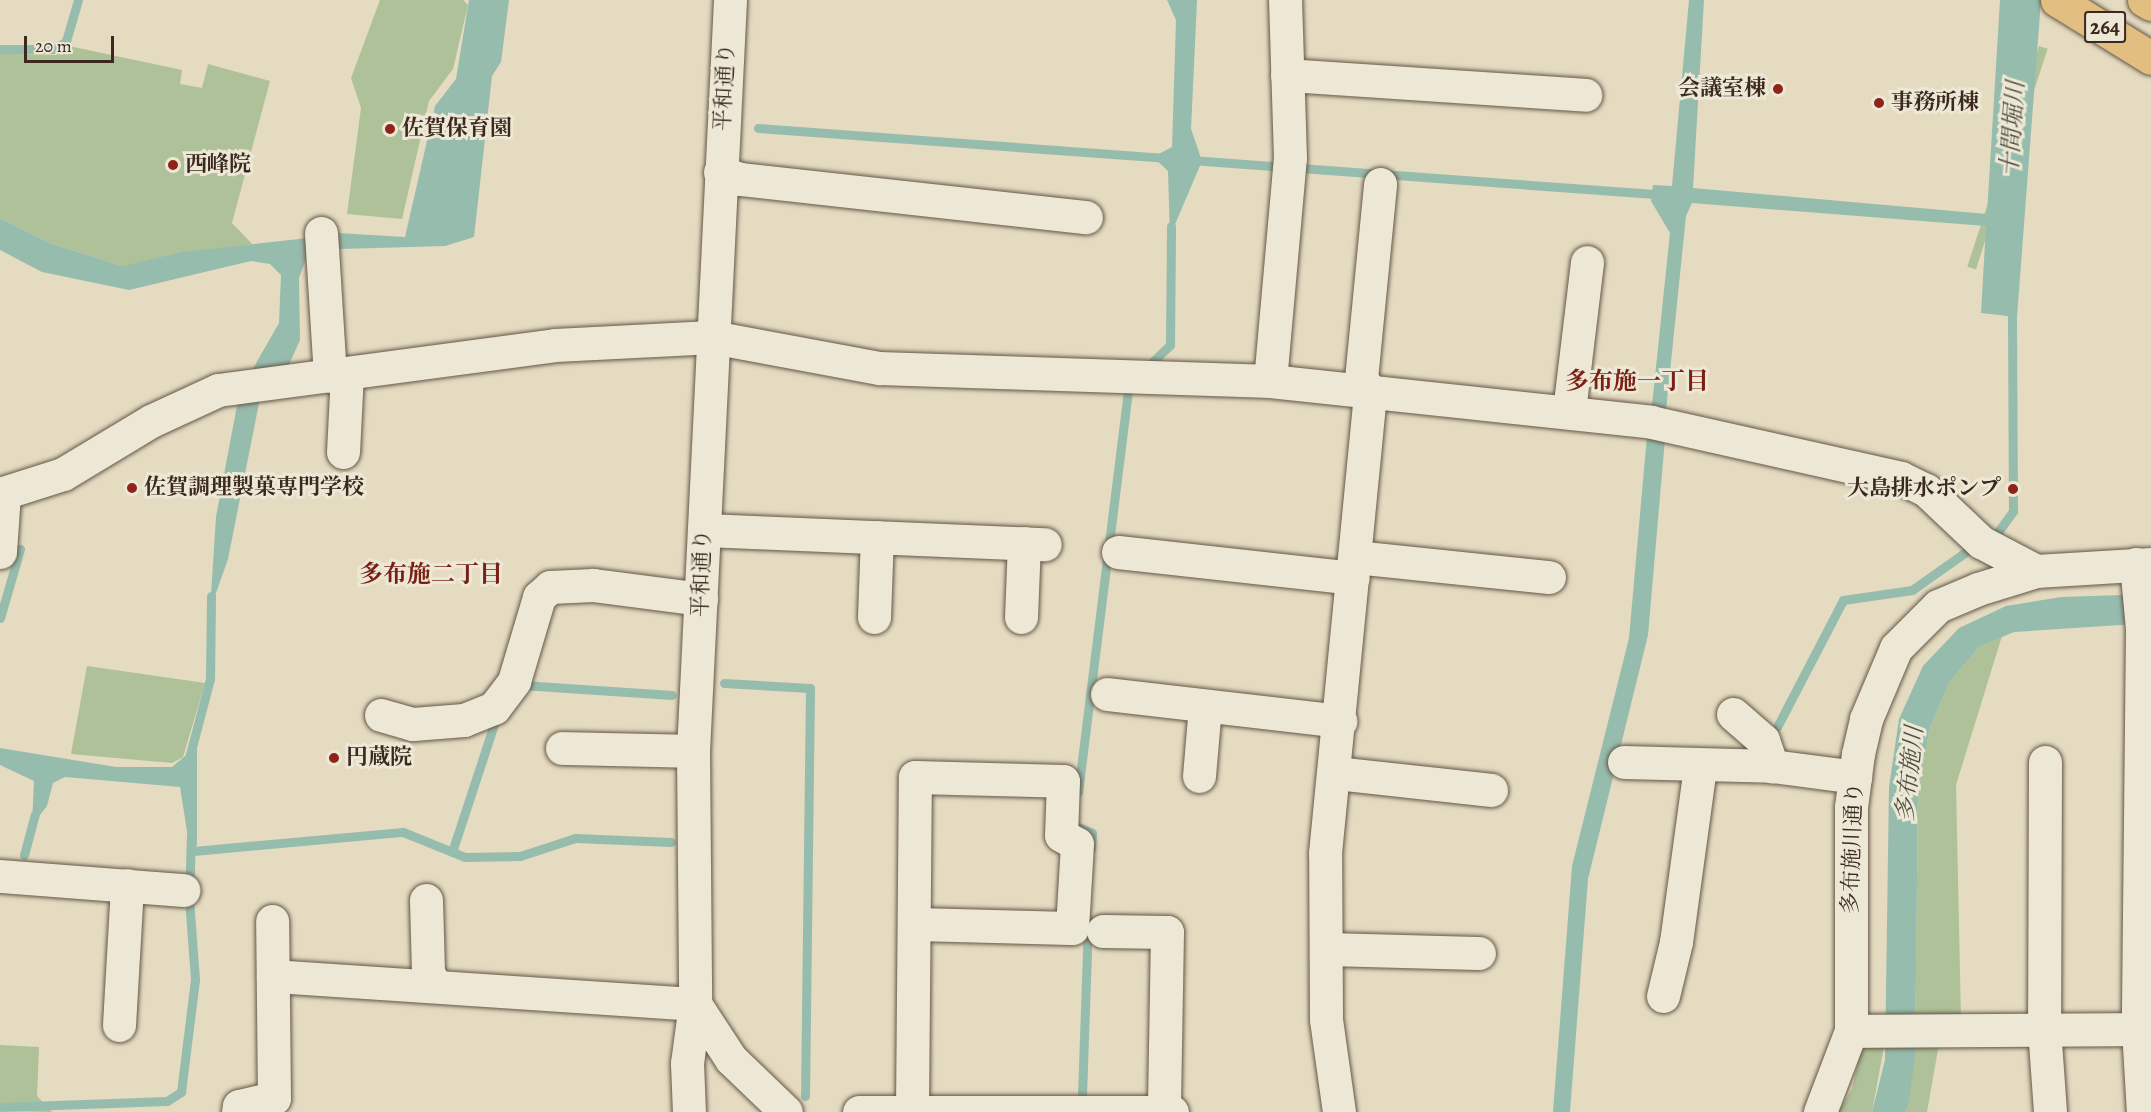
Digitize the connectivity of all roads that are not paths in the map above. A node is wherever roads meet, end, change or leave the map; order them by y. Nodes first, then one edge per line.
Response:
1 (730, 0) edge
2 (1285, 0) edge
3 (2057, 0) edge
4 (2144, 0) edge
5 (2151, 4) edge
6 (2151, 58) edge
7 (1287, 75) junction
8 (1585, 95) dead end
9 (720, 172) junction
10 (1380, 184) dead end
11 (1086, 217) dead end
12 (323, 243) dead end
13 (1587, 262) dead end
14 (712, 338) junction
15 (338, 374) junction
16 (1270, 381) junction
17 (1370, 391) junction
18 (1569, 411) junction
19 (343, 452) dead end
20 (2, 494) edge
21 (704, 530) junction
22 (877, 537) junction
23 (0, 552) edge
24 (1118, 552) dead end
25 (1354, 567) junction
26 (2036, 571) junction
27 (2142, 571) edge
28 (1549, 577) dead end
29 (701, 599) junction
30 (874, 617) dead end
31 (1021, 617) dead end
32 (1107, 694) dead end
33 (1205, 706) junction
34 (1733, 714) dead end
35 (381, 715) dead end
36 (1340, 721) junction
37 (562, 748) dead end
38 (693, 751) junction
39 (1624, 762) dead end
40 (2045, 762) dead end
41 (1772, 766) junction
42 (1700, 767) junction
43 (1335, 773) junction
44 (1199, 776) dead end
45 (1855, 777) junction
46 (1491, 790) dead end
47 (2146, 820) edge
48 (0, 876) edge
49 (126, 885) junction
50 (183, 890) dead end
51 (426, 900) dead end
52 (272, 921) dead end
53 (914, 924) junction
54 (1103, 931) dead end
55 (1326, 950) junction
56 (1479, 953) dead end
57 (273, 976) junction
58 (434, 983) junction
59 (1663, 996) dead end
60 (695, 1004) junction
61 (119, 1025) dead end
62 (2044, 1028) junction
63 (2138, 1029) junction
64 (1863, 1030) junction
65 (912, 1110) junction
66 (238, 1112) edge
67 (689, 1112) edge
68 (786, 1112) edge
69 (859, 1112) edge
70 (1164, 1112) edge
71 (1172, 1112) edge
72 (1339, 1112) edge
73 (1820, 1112) edge
74 (2050, 1112) edge
75 (2143, 1112) edge

1 - 9 street, 平和通り
2 - 7 street
3 - 6 highway, 264
4 - 5 highway, 264
7 - 8 street
7 - 16 street
9 - 11 street
9 - 14 street, 平和通り
10 - 17 street
12 - 15 street
13 - 18 street
14 - 15 street
14 - 16 street
14 - 21 street, 平和通り
15 - 19 street
15 - 20 street
16 - 17 street
17 - 18 street
17 - 25 street
18 - 26 street
20 - 23 street
21 - 22 street
21 - 29 street, 平和通り
22 - 30 street
22 - 31 street
24 - 25 street
25 - 28 street
25 - 36 street
26 - 27 street, 多布施川通り
26 - 45 street, 多布施川通り
27 - 47 street
29 - 35 street
29 - 38 street, 平和通り
32 - 33 street
33 - 36 street
33 - 44 street
34 - 41 street
36 - 43 street
37 - 38 street
38 - 60 street, 平和通り
39 - 42 street
40 - 62 street
41 - 42 street
41 - 45 street
42 - 59 street
43 - 46 street
43 - 55 street
45 - 64 street, 多布施川通り
47 - 63 street
48 - 49 street
49 - 50 street
49 - 61 street
51 - 58 street
52 - 57 street
53 - 53 street
53 - 65 street
54 - 70 street
55 - 56 street
55 - 72 street
57 - 58 street
57 - 66 street
58 - 60 street
60 - 67 street, 平和通り
60 - 68 street
62 - 63 street
62 - 64 street
62 - 74 street
63 - 75 street
64 - 73 street, 多布施川通り
65 - 69 street
65 - 70 street
70 - 71 street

---+---

# [Task instructions]
What is needed is the full material, retyped unchanged, with no pictures in it.

# [Exercise answer]
Digitize the connectivity of all roads that are not paths in the map above. A node is wherever roads meet, end, change or leave the map; order them by y. Nodes first, then one edge per line.
Response:
1 (730, 0) edge
2 (1285, 0) edge
3 (2057, 0) edge
4 (2144, 0) edge
5 (2151, 4) edge
6 (2151, 58) edge
7 (1287, 75) junction
8 (1585, 95) dead end
9 (720, 172) junction
10 (1380, 184) dead end
11 (1086, 217) dead end
12 (323, 243) dead end
13 (1587, 262) dead end
14 (712, 338) junction
15 (338, 374) junction
16 (1270, 381) junction
17 (1370, 391) junction
18 (1569, 411) junction
19 (343, 452) dead end
20 (2, 494) edge
21 (704, 530) junction
22 (877, 537) junction
23 (0, 552) edge
24 (1118, 552) dead end
25 (1354, 567) junction
26 (2036, 571) junction
27 (2142, 571) edge
28 (1549, 577) dead end
29 (701, 599) junction
30 (874, 617) dead end
31 (1021, 617) dead end
32 (1107, 694) dead end
33 (1205, 706) junction
34 (1733, 714) dead end
35 (381, 715) dead end
36 (1340, 721) junction
37 (562, 748) dead end
38 (693, 751) junction
39 (1624, 762) dead end
40 (2045, 762) dead end
41 (1772, 766) junction
42 (1700, 767) junction
43 (1335, 773) junction
44 (1199, 776) dead end
45 (1855, 777) junction
46 (1491, 790) dead end
47 (2146, 820) edge
48 (0, 876) edge
49 (126, 885) junction
50 (183, 890) dead end
51 (426, 900) dead end
52 (272, 921) dead end
53 (914, 924) junction
54 (1103, 931) dead end
55 (1326, 950) junction
56 (1479, 953) dead end
57 (273, 976) junction
58 (434, 983) junction
59 (1663, 996) dead end
60 (695, 1004) junction
61 (119, 1025) dead end
62 (2044, 1028) junction
63 (2138, 1029) junction
64 (1863, 1030) junction
65 (912, 1110) junction
66 (238, 1112) edge
67 (689, 1112) edge
68 (786, 1112) edge
69 (859, 1112) edge
70 (1164, 1112) edge
71 (1172, 1112) edge
72 (1339, 1112) edge
73 (1820, 1112) edge
74 (2050, 1112) edge
75 (2143, 1112) edge

1 - 9 street, 平和通り
2 - 7 street
3 - 6 highway, 264
4 - 5 highway, 264
7 - 8 street
7 - 16 street
9 - 11 street
9 - 14 street, 平和通り
10 - 17 street
12 - 15 street
13 - 18 street
14 - 15 street
14 - 16 street
14 - 21 street, 平和通り
15 - 19 street
15 - 20 street
16 - 17 street
17 - 18 street
17 - 25 street
18 - 26 street
20 - 23 street
21 - 22 street
21 - 29 street, 平和通り
22 - 30 street
22 - 31 street
24 - 25 street
25 - 28 street
25 - 36 street
26 - 27 street, 多布施川通り
26 - 45 street, 多布施川通り
27 - 47 street
29 - 35 street
29 - 38 street, 平和通り
32 - 33 street
33 - 36 street
33 - 44 street
34 - 41 street
36 - 43 street
37 - 38 street
38 - 60 street, 平和通り
39 - 42 street
40 - 62 street
41 - 42 street
41 - 45 street
42 - 59 street
43 - 46 street
43 - 55 street
45 - 64 street, 多布施川通り
47 - 63 street
48 - 49 street
49 - 50 street
49 - 61 street
51 - 58 street
52 - 57 street
53 - 53 street
53 - 65 street
54 - 70 street
55 - 56 street
55 - 72 street
57 - 58 street
57 - 66 street
58 - 60 street
60 - 67 street, 平和通り
60 - 68 street
62 - 63 street
62 - 64 street
62 - 74 street
63 - 75 street
64 - 73 street, 多布施川通り
65 - 69 street
65 - 70 street
70 - 71 street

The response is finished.